Auf die Frage, ob die EZB künftig noch so unabhängig sei wie es die Bundesbank zu Zeiten der D-Mark war, sagte Weidmann: "Fakt ist, dass mit dem neuen Programm die Notenbanken im EZB-System zu den größten Gläubigern der Euro-Staaten werden. Das birgt das Risiko, dass solides Haushalten vernachlässigt wird. Und es könnte der politische Druck auf uns steigen, die Zinslast der Finanzminister dauerhaft niedrig zu halten."

Die EZB müsse sich wieder auf ihre Kernaufgabe konzentrieren, die Wahrung von stabilen Preisen. "Gerade wenn es für die Politik unbequem wird, kommen schnell die Rufe nach der Notenbank auf", sagte Weidmann, der im EZB-Rat sitzt. "Wir müssen uns aber auf unsere Kernaufgabe konzentrieren: mittelfristig für stabile Preise zu sorgen. Das wird dann herausfordernd, wenn die Zinsen wieder erhöht werden müssen."

Exporteure warnen vor Währungskrieg

Die deutschen Exporteure werfen der EZB vor, mit ihrem Billionen-Anleihekaufprogramm einen Währungskrieg zu provozieren und den Zusammenhalt in Europa zu gefährden. "Was EZB-Präsident Mario Draghi macht, ist in meinen Augen brandgefährlich", sagte der Präsident des Bundesverbandes Großhandel, Außenhandel, Dienstleistungen (BGA), Anton Börner, der Nachrichtenagentur Reuters.

Die Politik der Europäischen Zentralbank (EZB) lasse den Eurokurs weiter sinken, und das werde sich noch fortsetzen. "Es gibt die Problematik Währungskrieg, noch mehr Spaltung in der EU und noch mehr Unsicherheit", klagte er.

"Euro heruntergeprügelt"

Börner sagte, Draghi wolle den Euro "heruntergeprügelt haben". Er rechne auf kurze Sicht mit einem weiter sinkenden Euro, der Kurs könne auf Dollar-Parität absacken. Die europäische Währung notierte am Freitag bei rund 1,12 Dollar - im Mai 2014 waren es noch knapp 1,40 Dollar. Eine Politik der Schwächung des Euro berge aber massive Gefahren. "Irgendwann sagen die Amerikaner oder die Asiaten, jetzt reicht es uns." Dann drohe ein Abwertungswettlauf und damit ein Währungskrieg.

Der BGA-Präsident wies auch die These zurück, die Exporteure seien die großen Gewinner des schwachen Euro. Diese Darstellung sei reiner Populismus. "Wir brauchen den Kurs nicht, wir sind stark genug", sagte Börner. Zwar könnte ein schwächerer Euro kurzfristig dem deutschen Export mehr Schwung geben.

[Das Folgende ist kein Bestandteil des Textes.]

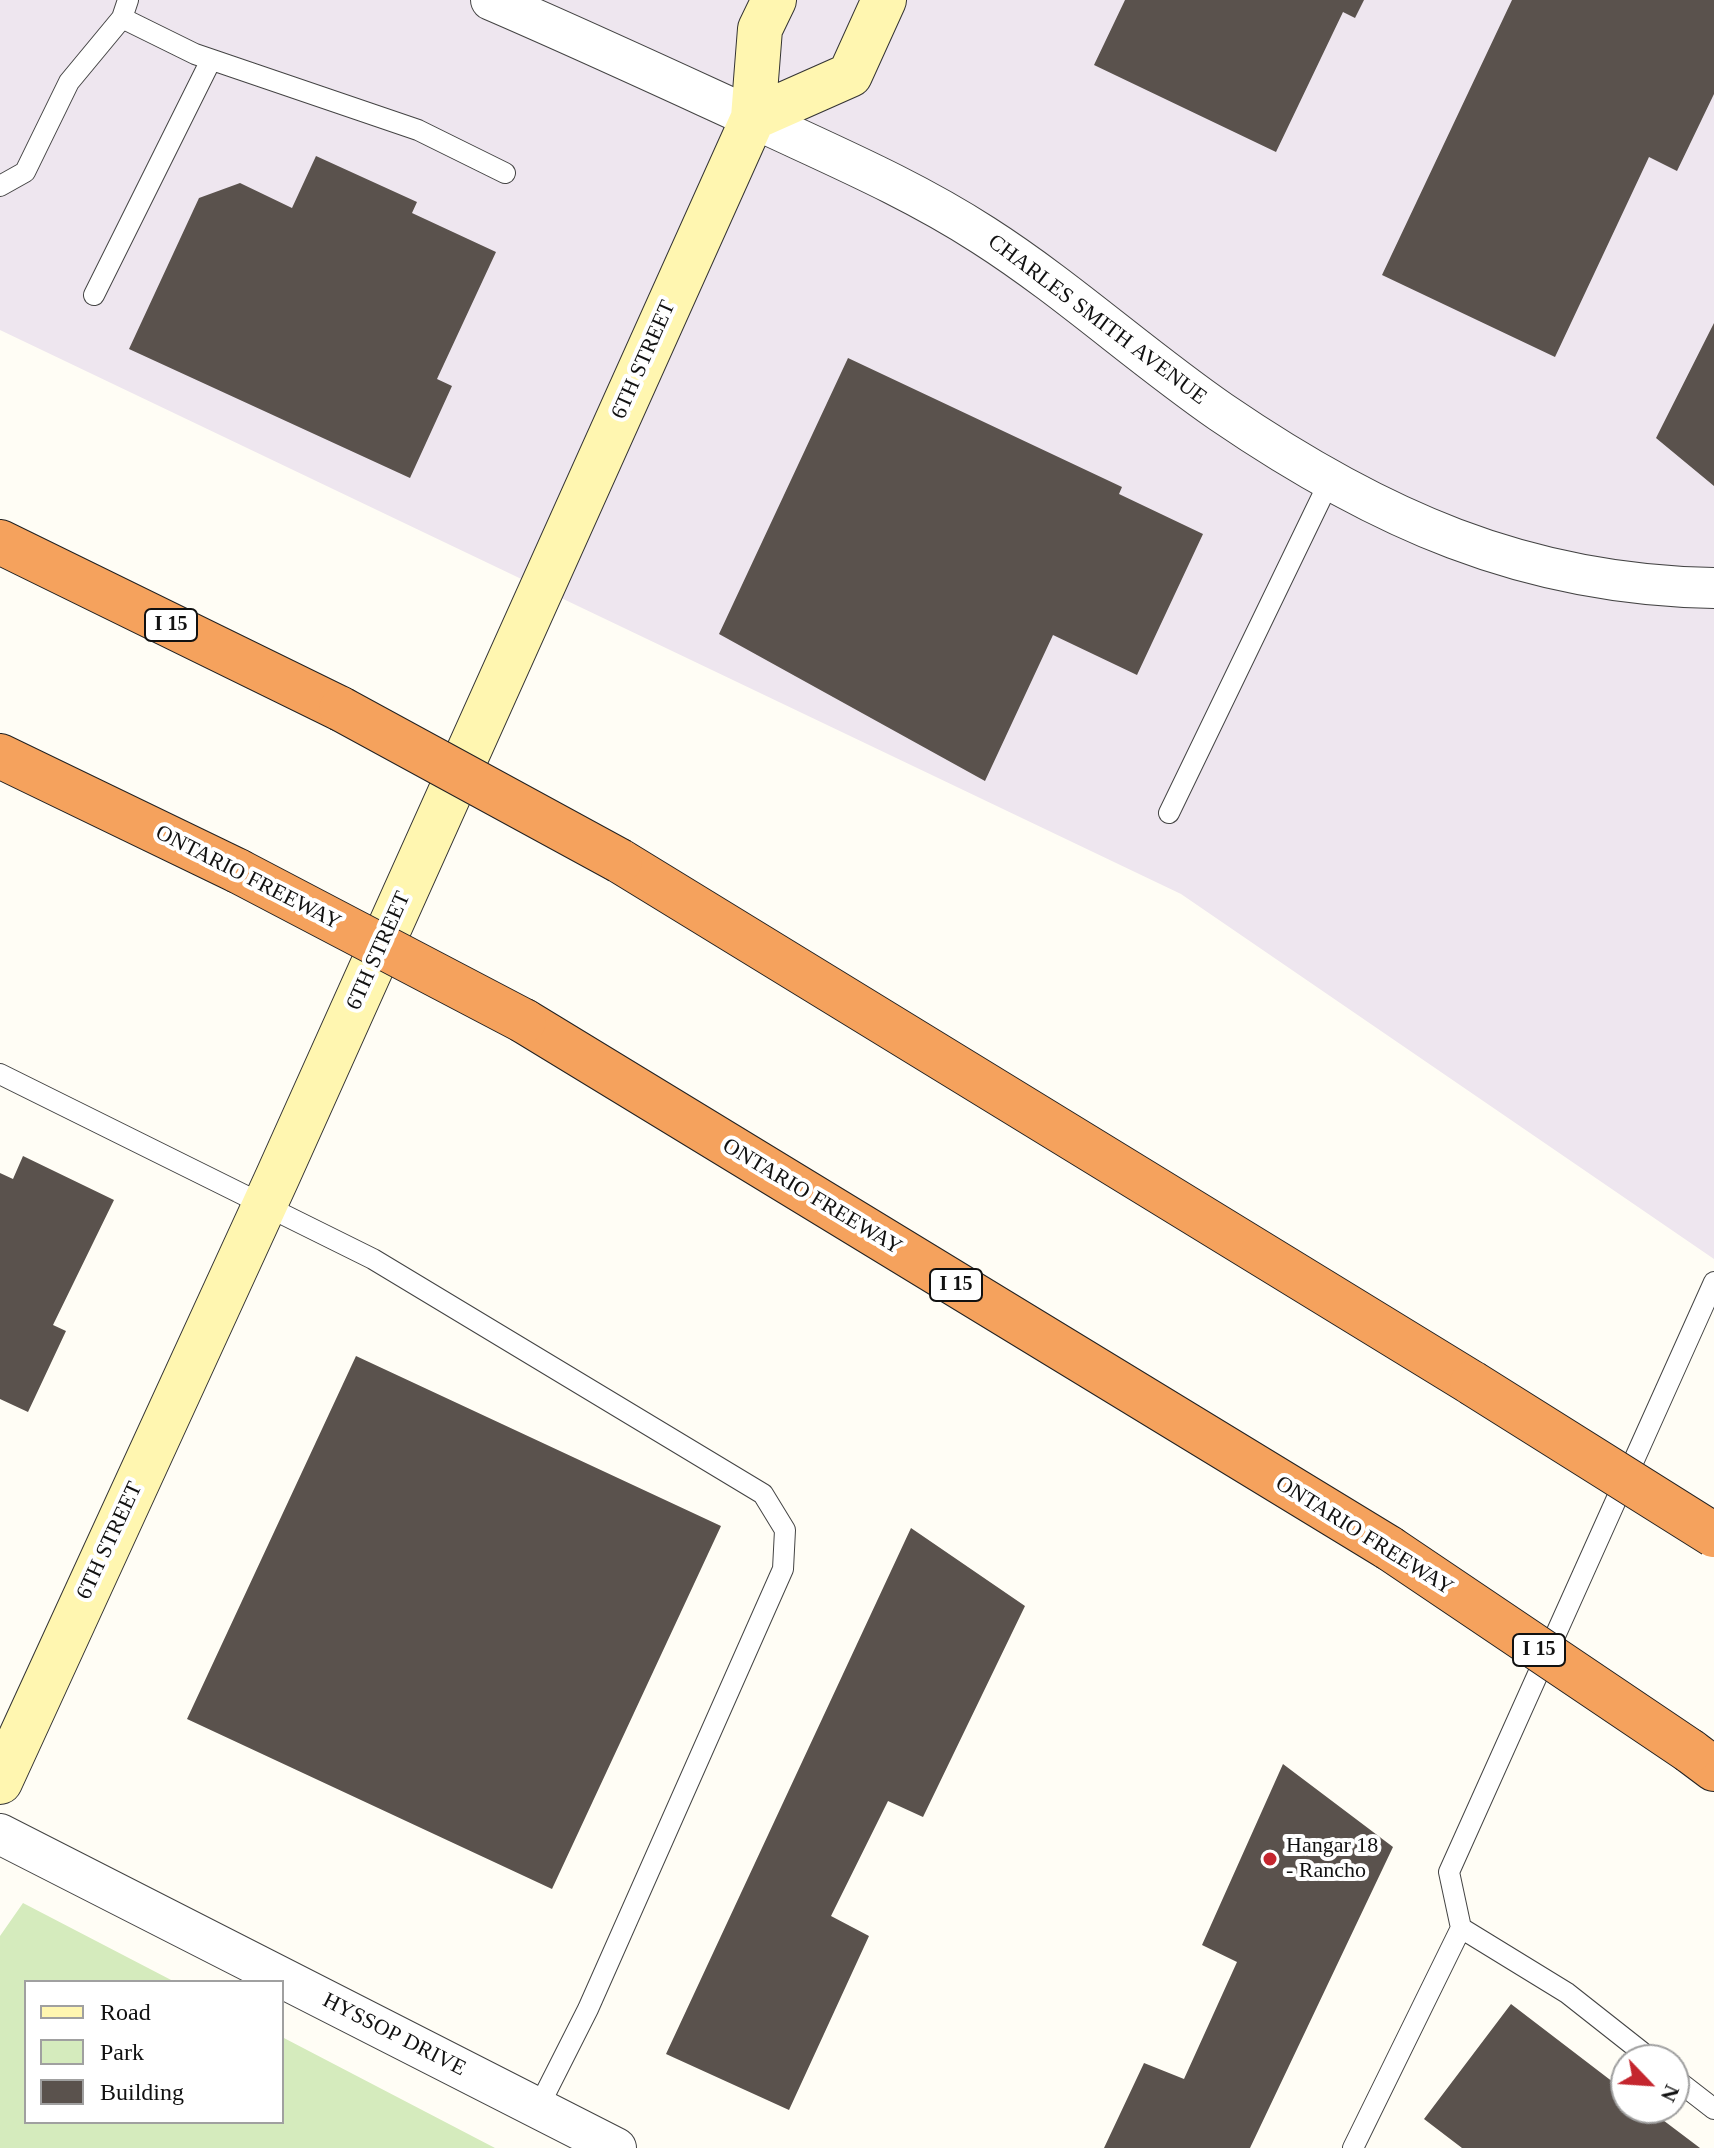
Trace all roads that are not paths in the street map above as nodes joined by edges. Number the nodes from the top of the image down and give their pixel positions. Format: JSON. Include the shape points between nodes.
{"nodes":[{"id":1,"x":491,"y":0,"type":"edge"},
{"id":2,"x":774,"y":0,"type":"edge"},
{"id":3,"x":884,"y":0,"type":"edge"},
{"id":4,"x":125,"y":9,"type":"edge"},
{"id":5,"x":211,"y":60,"type":"junction"},
{"id":6,"x":753,"y":118,"type":"junction"},
{"id":7,"x":505,"y":173,"type":"dead end"},
{"id":8,"x":0,"y":186,"type":"edge"},
{"id":9,"x":94,"y":295,"type":"dead end"},
{"id":10,"x":1330,"y":480,"type":"junction"},
{"id":11,"x":0,"y":542,"type":"edge"},
{"id":12,"x":1714,"y":588,"type":"edge"},
{"id":13,"x":0,"y":756,"type":"edge"},
{"id":14,"x":1169,"y":813,"type":"dead end"},
{"id":15,"x":0,"y":1074,"type":"edge"},
{"id":16,"x":263,"y":1207,"type":"junction"},
{"id":17,"x":1714,"y":1282,"type":"edge"},
{"id":18,"x":1714,"y":1535,"type":"edge"},
{"id":19,"x":1702,"y":1760,"type":"edge"},
{"id":20,"x":0,"y":1782,"type":"edge"},
{"id":21,"x":0,"y":1834,"type":"edge"},
{"id":22,"x":1461,"y":1928,"type":"junction"},
{"id":23,"x":1632,"y":2044,"type":"edge"},
{"id":24,"x":1690,"y":2090,"type":"edge"},
{"id":25,"x":538,"y":2108,"type":"junction"},
{"id":26,"x":1714,"y":2109,"type":"edge"},
{"id":27,"x":616,"y":2148,"type":"edge"},
{"id":28,"x":1353,"y":2148,"type":"edge"}],
"edges":[{"from":1,"to":6,"type":"street","name":"CHARLES SMITH AVENUE"},
{"from":2,"to":6,"type":"street","name":"6TH STREET","via":[[760,29]]},
{"from":3,"to":6,"type":"street","via":[[850,75]]},
{"from":4,"to":5,"type":"lane"},
{"from":4,"to":8,"type":"lane","via":[[69,82],[25,172]]},
{"from":5,"to":7,"type":"lane","via":[[418,130]]},
{"from":5,"to":9,"type":"lane"},
{"from":6,"to":10,"type":"street","name":"CHARLES SMITH AVENUE","via":[[872,173],[986,236],[1222,412]]},
{"from":6,"to":16,"type":"street","name":"6TH STREET"},
{"from":10,"to":12,"type":"street","name":"CHARLES SMITH AVENUE","via":[[1392,514],[1525,565]]},
{"from":10,"to":14,"type":"lane"},
{"from":11,"to":18,"type":"highway","number":"I 15","bridge":true,"via":[[341,709],[620,861]]},
{"from":13,"to":19,"type":"highway","name":"ONTARIO FREEWAY","number":"I 15","bridge":true,"via":[[238,871],[524,1021],[1389,1548]]},
{"from":15,"to":16,"type":"lane"},
{"from":16,"to":20,"type":"street","name":"6TH STREET"},
{"from":16,"to":25,"type":"lane","via":[[373,1259],[763,1494],[785,1530],[783,1569],[588,2009]]},
{"from":17,"to":22,"type":"lane","via":[[1449,1872]]},
{"from":21,"to":25,"type":"street","name":"HYSSOP DRIVE"},
{"from":22,"to":23,"type":"lane","via":[[1567,1993]]},
{"from":22,"to":28,"type":"lane"},
{"from":24,"to":26,"type":"lane"},
{"from":25,"to":27,"type":"street","name":"HYSSOP DRIVE"}]}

Auf Dauer sei der Effekt aber eher negativ. Viel wichtiger sei für die Wirtschaft eine stabile Währung und stabile Zukunftsaussichten. Dazu aber trage Draghi nicht bei.

"Problem mit Handelsüberschüssen"

Zudem schafften mehr deutsche Exporte Probleme innerhalb und außerhalb der EU wegen wachsender deutscher Handelsüberschüsse, sagte Börner. "Wir haben ja ohnehin Probleme mit den Überschüssen. Da stehen wir ohnehin schon am Pranger." Lege der deutsche Export noch kräftiger zu, schade das dem Zusammenhalt in der EU. "Die Spaltungstendenzen in der EU nehmen dann noch." Insgesamt sei die jüngste EZB-Entscheidung ein Desaster. "Ich sehe nur Negatives", sagte Börner. Auch den südeuropäischen Krisenländern helfe sie nicht.